Aim of the exercise: Scan the entries for lines with the word "CHIHKAN" and copy those lines.

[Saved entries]
----------
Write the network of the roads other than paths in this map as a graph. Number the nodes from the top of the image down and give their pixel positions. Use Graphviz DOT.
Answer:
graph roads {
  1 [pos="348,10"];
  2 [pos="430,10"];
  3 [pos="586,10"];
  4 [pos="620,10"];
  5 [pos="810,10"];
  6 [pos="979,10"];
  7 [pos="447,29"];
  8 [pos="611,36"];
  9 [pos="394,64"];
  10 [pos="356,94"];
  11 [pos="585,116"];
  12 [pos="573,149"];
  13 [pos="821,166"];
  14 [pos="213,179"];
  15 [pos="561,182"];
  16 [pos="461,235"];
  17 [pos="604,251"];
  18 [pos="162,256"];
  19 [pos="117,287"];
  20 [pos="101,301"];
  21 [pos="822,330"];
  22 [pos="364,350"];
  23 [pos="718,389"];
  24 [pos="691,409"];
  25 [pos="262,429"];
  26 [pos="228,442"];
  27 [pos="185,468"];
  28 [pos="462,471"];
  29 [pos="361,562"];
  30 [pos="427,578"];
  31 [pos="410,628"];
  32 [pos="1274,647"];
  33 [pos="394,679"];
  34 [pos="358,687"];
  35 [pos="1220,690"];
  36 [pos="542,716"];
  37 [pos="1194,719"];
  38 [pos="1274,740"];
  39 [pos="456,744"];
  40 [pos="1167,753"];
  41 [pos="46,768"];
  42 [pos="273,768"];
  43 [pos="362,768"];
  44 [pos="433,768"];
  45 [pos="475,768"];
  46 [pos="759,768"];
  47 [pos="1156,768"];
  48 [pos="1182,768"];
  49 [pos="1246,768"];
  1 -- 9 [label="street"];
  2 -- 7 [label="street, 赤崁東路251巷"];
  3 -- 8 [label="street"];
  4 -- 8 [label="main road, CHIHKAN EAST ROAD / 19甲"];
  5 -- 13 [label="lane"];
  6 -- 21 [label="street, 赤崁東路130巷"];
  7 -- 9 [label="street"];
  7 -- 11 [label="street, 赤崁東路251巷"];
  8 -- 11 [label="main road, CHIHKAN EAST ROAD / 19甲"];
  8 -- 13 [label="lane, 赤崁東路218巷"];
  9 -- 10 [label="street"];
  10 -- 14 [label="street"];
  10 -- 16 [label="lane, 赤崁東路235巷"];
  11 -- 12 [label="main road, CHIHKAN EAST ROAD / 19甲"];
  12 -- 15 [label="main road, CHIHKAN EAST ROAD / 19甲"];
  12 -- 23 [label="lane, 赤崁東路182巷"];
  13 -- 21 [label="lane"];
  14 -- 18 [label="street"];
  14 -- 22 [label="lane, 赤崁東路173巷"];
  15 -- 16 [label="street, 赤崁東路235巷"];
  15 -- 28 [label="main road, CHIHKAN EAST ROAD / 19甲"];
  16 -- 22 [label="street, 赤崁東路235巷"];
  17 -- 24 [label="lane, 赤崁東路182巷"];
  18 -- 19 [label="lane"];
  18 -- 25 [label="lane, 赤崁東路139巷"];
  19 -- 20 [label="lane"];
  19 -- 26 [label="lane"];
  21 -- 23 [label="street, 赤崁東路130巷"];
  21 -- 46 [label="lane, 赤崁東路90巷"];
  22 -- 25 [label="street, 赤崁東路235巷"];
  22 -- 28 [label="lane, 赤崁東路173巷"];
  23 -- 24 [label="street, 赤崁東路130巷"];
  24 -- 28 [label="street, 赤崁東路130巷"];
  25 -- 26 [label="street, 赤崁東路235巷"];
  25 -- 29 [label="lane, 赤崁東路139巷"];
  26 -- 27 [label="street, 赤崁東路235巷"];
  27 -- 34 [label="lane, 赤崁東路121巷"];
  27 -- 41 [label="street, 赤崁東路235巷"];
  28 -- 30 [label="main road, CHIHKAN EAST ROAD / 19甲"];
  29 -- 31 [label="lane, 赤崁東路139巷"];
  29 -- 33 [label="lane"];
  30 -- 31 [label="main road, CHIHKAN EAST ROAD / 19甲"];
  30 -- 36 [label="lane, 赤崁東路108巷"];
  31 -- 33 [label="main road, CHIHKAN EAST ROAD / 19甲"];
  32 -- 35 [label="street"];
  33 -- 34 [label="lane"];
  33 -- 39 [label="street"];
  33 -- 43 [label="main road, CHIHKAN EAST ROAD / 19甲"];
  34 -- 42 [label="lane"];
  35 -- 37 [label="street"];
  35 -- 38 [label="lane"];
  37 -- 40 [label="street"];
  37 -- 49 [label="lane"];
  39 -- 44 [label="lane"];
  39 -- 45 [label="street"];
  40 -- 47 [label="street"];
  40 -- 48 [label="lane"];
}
----------
Solution to this exercise:
  4 -- 8 [label="main road, CHIHKAN EAST ROAD / 19甲"];
  8 -- 11 [label="main road, CHIHKAN EAST ROAD / 19甲"];
  11 -- 12 [label="main road, CHIHKAN EAST ROAD / 19甲"];
  12 -- 15 [label="main road, CHIHKAN EAST ROAD / 19甲"];
  15 -- 28 [label="main road, CHIHKAN EAST ROAD / 19甲"];
  28 -- 30 [label="main road, CHIHKAN EAST ROAD / 19甲"];
  30 -- 31 [label="main road, CHIHKAN EAST ROAD / 19甲"];
  31 -- 33 [label="main road, CHIHKAN EAST ROAD / 19甲"];
  33 -- 43 [label="main road, CHIHKAN EAST ROAD / 19甲"];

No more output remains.